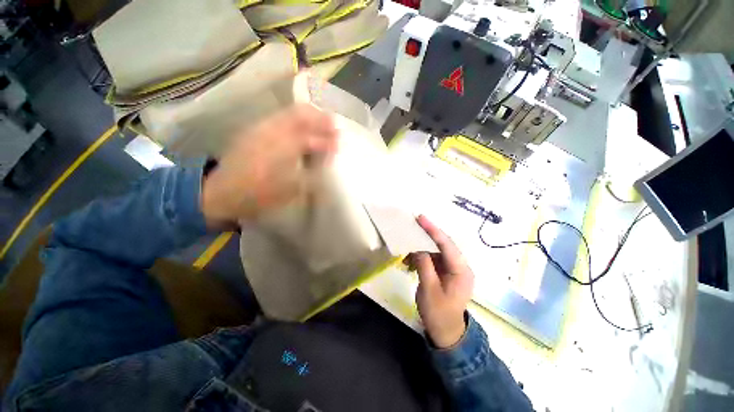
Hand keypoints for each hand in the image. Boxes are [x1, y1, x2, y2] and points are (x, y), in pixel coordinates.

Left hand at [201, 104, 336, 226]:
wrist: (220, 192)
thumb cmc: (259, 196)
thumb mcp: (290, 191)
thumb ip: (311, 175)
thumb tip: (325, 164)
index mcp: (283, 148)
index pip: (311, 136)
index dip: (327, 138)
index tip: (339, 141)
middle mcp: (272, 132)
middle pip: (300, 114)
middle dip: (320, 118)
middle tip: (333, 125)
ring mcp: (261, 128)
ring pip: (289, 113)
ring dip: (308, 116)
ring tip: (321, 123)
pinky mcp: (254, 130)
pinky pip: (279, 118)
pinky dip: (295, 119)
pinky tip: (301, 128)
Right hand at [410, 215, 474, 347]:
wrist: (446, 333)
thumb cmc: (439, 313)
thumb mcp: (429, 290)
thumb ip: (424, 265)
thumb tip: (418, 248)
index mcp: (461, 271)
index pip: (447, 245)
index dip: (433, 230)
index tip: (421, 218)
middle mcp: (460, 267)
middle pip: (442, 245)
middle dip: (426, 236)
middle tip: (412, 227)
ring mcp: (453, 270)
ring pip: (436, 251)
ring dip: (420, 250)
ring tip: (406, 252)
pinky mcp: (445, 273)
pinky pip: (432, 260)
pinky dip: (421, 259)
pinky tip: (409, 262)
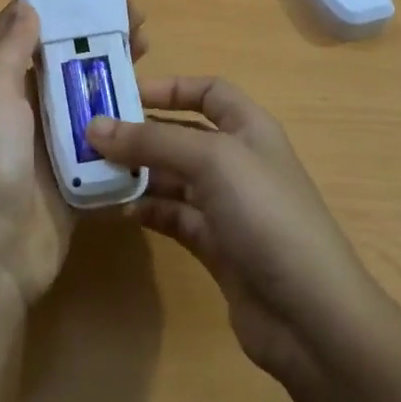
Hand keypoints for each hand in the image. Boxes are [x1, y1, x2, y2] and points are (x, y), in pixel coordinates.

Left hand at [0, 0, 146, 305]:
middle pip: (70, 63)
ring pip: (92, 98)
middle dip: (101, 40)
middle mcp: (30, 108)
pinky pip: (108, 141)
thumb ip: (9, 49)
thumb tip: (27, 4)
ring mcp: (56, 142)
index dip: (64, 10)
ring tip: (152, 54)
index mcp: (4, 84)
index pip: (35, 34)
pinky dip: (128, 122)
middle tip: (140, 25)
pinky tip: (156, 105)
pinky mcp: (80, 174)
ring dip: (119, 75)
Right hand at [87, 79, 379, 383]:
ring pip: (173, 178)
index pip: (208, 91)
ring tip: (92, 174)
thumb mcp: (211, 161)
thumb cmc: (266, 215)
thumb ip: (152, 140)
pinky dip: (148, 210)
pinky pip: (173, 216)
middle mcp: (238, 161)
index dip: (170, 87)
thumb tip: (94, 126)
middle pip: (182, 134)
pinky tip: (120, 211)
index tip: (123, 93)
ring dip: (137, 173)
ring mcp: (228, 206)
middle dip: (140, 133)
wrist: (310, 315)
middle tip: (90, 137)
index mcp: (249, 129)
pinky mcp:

» Work to be completed: Go through the records and repeat each one exactly, skipping anything that is a picture.

» Solution to this task:
Hand keypoints for each hand in the image. Boxes are [x1, y1, x2, y2] and points are (x, y), in pixel coordinates.

Left hand at [201, 104, 336, 226]:
wrist: (220, 192)
thumb cmc: (259, 196)
thumb mcp: (290, 191)
thumb ip: (311, 175)
thumb tip: (325, 164)
index mcp: (283, 148)
index pip: (311, 136)
index dip: (327, 138)
index tip: (339, 141)
middle mcp: (272, 132)
middle pip: (300, 114)
middle dip: (320, 118)
middle tip: (333, 125)
ring mcp: (261, 128)
ring pip: (289, 113)
ring dip: (308, 116)
ring tip: (321, 123)
pinky mcp: (254, 130)
pinky pip: (279, 118)
pinky dip: (295, 119)
pinky tip: (301, 128)
Right hand at [410, 215, 474, 347]:
wrist: (446, 333)
thumb cmc: (439, 313)
thumb mcp: (429, 290)
thumb ip: (424, 265)
thumb tip: (418, 248)
index mcp: (461, 271)
index pip: (447, 245)
index dip: (433, 230)
index tip: (421, 218)
middle mcp: (460, 267)
middle pip: (442, 245)
middle dip: (426, 236)
middle tip: (412, 227)
ring mcp: (453, 270)
ring pip: (436, 251)
ring dip: (420, 250)
ring tip: (406, 252)
pinky mcp: (445, 273)
pinky pip: (432, 260)
pinky dip: (421, 259)
pinky tip: (409, 262)
Hand keypoints for each hand in the image. Boxes are [x1, y1, x2, y2] and points are (x, y), in pixel coordinates.

Left hand at [0, 0, 146, 305]:
middle pip: (70, 63)
ring pip: (92, 98)
middle dip: (101, 40)
middle mcp: (30, 108)
pinky pip: (108, 141)
thumb ip: (9, 49)
thumb tip: (27, 4)
ring mcp: (56, 142)
index dip: (64, 10)
ring tip: (152, 54)
index mcp: (4, 84)
index pip: (35, 34)
pinky dip: (128, 122)
middle tip: (140, 25)
pinky tip: (156, 105)
pinky mcp: (80, 174)
ring dip: (119, 75)
Right hand at [87, 79, 379, 383]:
ring pip: (173, 178)
index pip: (208, 91)
ring tip: (92, 174)
thumb mcp: (211, 161)
thumb cmc: (266, 215)
thumb ip: (152, 140)
pinky dip: (148, 210)
pinky pip: (173, 216)
middle mcp: (238, 161)
index dip: (170, 87)
thumb tip: (94, 126)
middle pip: (182, 134)
pinky tip: (120, 211)
index tip: (123, 93)
ring dip: (137, 173)
ring mcp: (228, 206)
middle dip: (140, 133)
wrist: (310, 315)
middle tip: (90, 137)
index mcp: (249, 129)
pinky mcp:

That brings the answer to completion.